_YOUR OBJECTIVE_: Look through the data below. Show each line where the string "Williams" occurs.

-- Opening Marker --

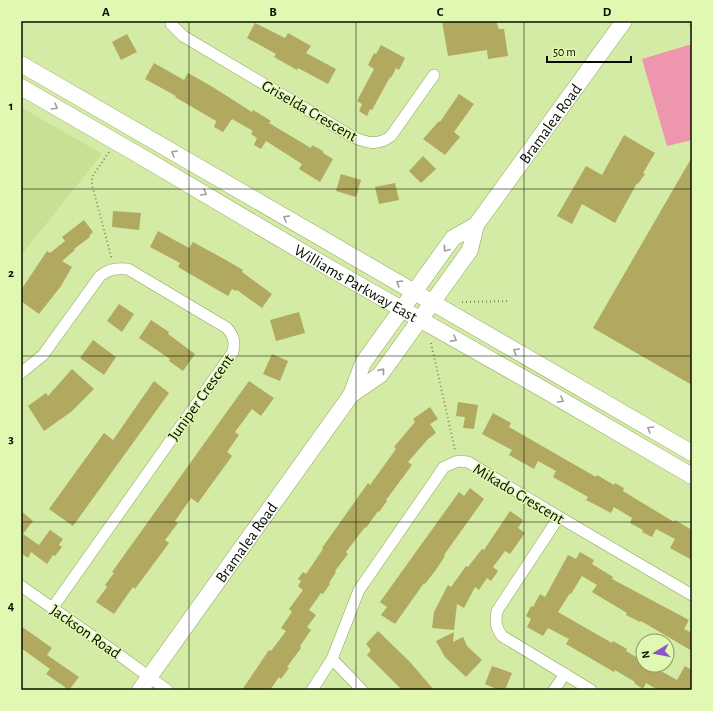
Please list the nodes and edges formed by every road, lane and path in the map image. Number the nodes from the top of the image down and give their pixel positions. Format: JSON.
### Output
{"nodes":[{"id":1,"x":171,"y":21,"type":"edge"},
{"id":2,"x":624,"y":21,"type":"edge"},
{"id":3,"x":688,"y":21,"type":"edge"},
{"id":4,"x":692,"y":27,"type":"edge"},
{"id":5,"x":21,"y":64,"type":"edge"},
{"id":6,"x":434,"y":75,"type":"dead end"},
{"id":7,"x":21,"y":87,"type":"edge"},
{"id":8,"x":115,"y":142,"type":"junction"},
{"id":9,"x":476,"y":225,"type":"junction"},
{"id":10,"x":114,"y":269,"type":"junction"},
{"id":11,"x":414,"y":292,"type":"junction"},
{"id":12,"x":510,"y":301,"type":"dead end"},
{"id":13,"x":462,"y":302,"type":"dead end"},
{"id":14,"x":432,"y":303,"type":"junction"},
{"id":15,"x":402,"y":309,"type":"junction"},
{"id":16,"x":420,"y":320,"type":"junction"},
{"id":17,"x":431,"y":343,"type":"dead end"},
{"id":18,"x":21,"y":373,"type":"edge"},
{"id":19,"x":351,"y":395,"type":"junction"},
{"id":20,"x":692,"y":452,"type":"edge"},
{"id":21,"x":458,"y":461,"type":"junction"},
{"id":22,"x":692,"y":476,"type":"edge"},
{"id":23,"x":558,"y":517,"type":"junction"},
{"id":24,"x":21,"y":586,"type":"edge"},
{"id":25,"x":692,"y":595,"type":"edge"},
{"id":26,"x":53,"y":607,"type":"junction"},
{"id":27,"x":332,"y":659,"type":"junction"},
{"id":28,"x":564,"y":674,"type":"junction"},
{"id":29,"x":150,"y":676,"type":"junction"},
{"id":30,"x":140,"y":690,"type":"edge"},
{"id":31,"x":167,"y":690,"type":"edge"},
{"id":32,"x":312,"y":690,"type":"edge"},
{"id":33,"x":362,"y":690,"type":"edge"},
{"id":34,"x":554,"y":690,"type":"edge"},
{"id":35,"x":591,"y":690,"type":"edge"}],
"edges":[{"from":1,"to":6,"type":"street","name":"Griselda Crescent"},
{"from":2,"to":9,"type":"main road","name":"Bramalea Road"},
{"from":3,"to":4,"type":"path"},
{"from":11,"to":5,"type":"main road","name":"Williams Parkway East","one_way":true},
{"from":7,"to":8,"type":"main road","name":"Williams Parkway East","one_way":true},
{"from":8,"to":10,"type":"path"},
{"from":8,"to":15,"type":"main road","name":"Williams Parkway East","one_way":true},
{"from":9,"to":11,"type":"main road","name":"Bramalea Road","one_way":true},
{"from":9,"to":14,"type":"main road","name":"Bramalea Road"},
{"from":10,"to":18,"type":"street"},
{"from":10,"to":26,"type":"street","name":"Juniper Crescent"},
{"from":11,"to":14,"type":"main road","name":"Williams Parkway East"},
{"from":11,"to":15,"type":"main road","name":"Bramalea Road"},
{"from":12,"to":13,"type":"path"},
{"from":14,"to":16,"type":"main road","name":"Bramalea Road"},
{"from":20,"to":14,"type":"main road","name":"Williams Parkway East","one_way":true},
{"from":15,"to":16,"type":"main road","name":"Williams Parkway East"},
{"from":15,"to":19,"type":"main road","name":"Bramalea Road"},
{"from":19,"to":16,"type":"main road","name":"Bramalea Road","one_way":true},
{"from":16,"to":22,"type":"main road","name":"Williams Parkway East","one_way":true},
{"from":17,"to":21,"type":"path"},
{"from":19,"to":29,"type":"main road","name":"Bramalea Road"},
{"from":21,"to":23,"type":"street","name":"Mikado Crescent"},
{"from":21,"to":27,"type":"street","name":"Mikado Crescent"},
{"from":23,"to":25,"type":"street","name":"Mikado Crescent"},
{"from":23,"to":28,"type":"street"},
{"from":24,"to":26,"type":"street","name":"Jackson Road"},
{"from":26,"to":29,"type":"street","name":"Jackson Road"},
{"from":27,"to":32,"type":"street","name":"Mikado Crescent"},
{"from":27,"to":33,"type":"street"},
{"from":28,"to":34,"type":"street"},
{"from":28,"to":35,"type":"street"},
{"from":29,"to":30,"type":"main road","name":"Bramalea Road"},
{"from":29,"to":31,"type":"street","name":"Jackson Road"}]}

-- Closing Marker --

_EXPECTED ANSWER_:
{"from":11,"to":5,"type":"main road","name":"Williams Parkway East","one_way":true},
{"from":7,"to":8,"type":"main road","name":"Williams Parkway East","one_way":true},
{"from":8,"to":15,"type":"main road","name":"Williams Parkway East","one_way":true},
{"from":11,"to":14,"type":"main road","name":"Williams Parkway East"},
{"from":20,"to":14,"type":"main road","name":"Williams Parkway East","one_way":true},
{"from":15,"to":16,"type":"main road","name":"Williams Parkway East"},
{"from":16,"to":22,"type":"main road","name":"Williams Parkway East","one_way":true},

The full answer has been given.